Now, I'm not much of a cricket commentator. I'll leave that to others - though, strangely, the most-read blog I've ever penned was on just this subject, way back in September 2011, at the moment when England's Test team officially became the best in the world. Now, that didn't last - after a horrible away series against Pakistan and a miserable home series against South Africa, the new top dogs.
But what did happen was that England didn't then panic. They held true to some of the mechanisms I praised in the autumn of 2011. What were they again? Preparation; planning; uncovering unlikely heroes; unity; ambition; ruthlessness; strength in depth.
After a truly disastrous outing in Ahmedabad, when they were pumelled by nine wickets, they decided to be ruthless again. To rediscover their core strengths. Their resilience. To pick their best team - including two spinners - and to go back to the basics of picking the best eleven for the day. Stuart Broad, ill and out of form? Sorry, but you're out. Tim Bresnan, willing to give everything but still suffering from the repercussions of a shoulder operation? So are you. It was tough: but it worked. And a new set of young players, emerged as well - Joe Root, Nick Compton - to round the picture off.
But at the heart of this monumental triumph (England haven't won a series in India since 1984/85), I offer you another lesson: a tale of two men.
One of them is quiet, and quite softly spoken; doesn't feel the pressure; doesn't even sweat in the extreme heat. He seems like a nice young man, really: dogged, a bit diffident, not particularly outspoken, a matter-of-fact, straightforward, sometimes abashed sort of person. Alastair Cook (above), England's relatively new captain, might be accused of being just a bit boring, sometimes, were he not one of the most successful batsmen of all time at such a young age.

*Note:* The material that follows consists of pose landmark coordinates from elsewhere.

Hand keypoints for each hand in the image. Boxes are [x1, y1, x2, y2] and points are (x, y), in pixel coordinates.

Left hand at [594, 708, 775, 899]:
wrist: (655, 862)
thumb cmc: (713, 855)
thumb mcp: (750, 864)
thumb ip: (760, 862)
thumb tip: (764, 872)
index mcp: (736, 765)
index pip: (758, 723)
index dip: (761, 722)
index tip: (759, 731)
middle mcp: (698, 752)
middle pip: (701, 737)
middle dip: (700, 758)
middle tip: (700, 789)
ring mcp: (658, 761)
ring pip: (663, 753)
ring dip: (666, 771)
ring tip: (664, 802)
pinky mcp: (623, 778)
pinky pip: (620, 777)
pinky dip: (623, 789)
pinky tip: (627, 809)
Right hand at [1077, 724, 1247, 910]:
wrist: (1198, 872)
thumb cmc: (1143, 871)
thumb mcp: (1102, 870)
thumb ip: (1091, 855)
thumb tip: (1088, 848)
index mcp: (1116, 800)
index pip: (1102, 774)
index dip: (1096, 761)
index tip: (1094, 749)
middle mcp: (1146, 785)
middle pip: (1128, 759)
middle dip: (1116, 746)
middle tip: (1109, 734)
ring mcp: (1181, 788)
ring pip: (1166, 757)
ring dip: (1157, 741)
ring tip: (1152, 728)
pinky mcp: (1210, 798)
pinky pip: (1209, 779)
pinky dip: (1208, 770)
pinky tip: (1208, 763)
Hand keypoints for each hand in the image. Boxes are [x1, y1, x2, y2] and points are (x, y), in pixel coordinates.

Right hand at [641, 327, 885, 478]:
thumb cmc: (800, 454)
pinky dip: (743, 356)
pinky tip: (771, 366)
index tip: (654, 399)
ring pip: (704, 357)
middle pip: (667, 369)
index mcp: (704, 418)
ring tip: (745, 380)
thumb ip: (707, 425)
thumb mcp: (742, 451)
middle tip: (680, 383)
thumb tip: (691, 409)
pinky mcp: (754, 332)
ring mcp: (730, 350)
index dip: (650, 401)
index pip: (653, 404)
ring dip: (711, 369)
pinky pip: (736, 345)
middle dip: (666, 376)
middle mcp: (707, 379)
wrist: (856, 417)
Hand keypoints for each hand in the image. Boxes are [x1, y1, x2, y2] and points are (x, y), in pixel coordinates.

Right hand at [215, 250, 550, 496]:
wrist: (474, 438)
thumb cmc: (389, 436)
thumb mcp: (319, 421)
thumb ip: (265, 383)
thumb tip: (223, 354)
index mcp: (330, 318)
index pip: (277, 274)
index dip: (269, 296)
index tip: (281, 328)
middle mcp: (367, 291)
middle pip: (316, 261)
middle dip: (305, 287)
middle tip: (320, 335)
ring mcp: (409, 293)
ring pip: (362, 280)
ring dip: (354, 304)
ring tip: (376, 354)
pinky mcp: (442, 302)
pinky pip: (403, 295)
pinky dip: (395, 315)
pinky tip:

The other man was also vital to England's eventual demolition of the Indians. A ridiculous, smile-you-can't-help-it, talent-fuelled, adrenaline-charged, absurd, breathtaking innings at Mumbai poked the Indians in the eye over and over again, leaving them reeling away from a showman par excellence. Kevin Pietersen - well, what can one say? Loud, abrasive, difficult, by turns heroic and annoying, self-assured, even swaggering, full of misjudgements and makeups. A more completely different character to Cook could not be imagined, let alone picked out.
They are two utterly, utterly different men. But that's one lesson for team-builders everywhere: yoked together, they were unstoppable.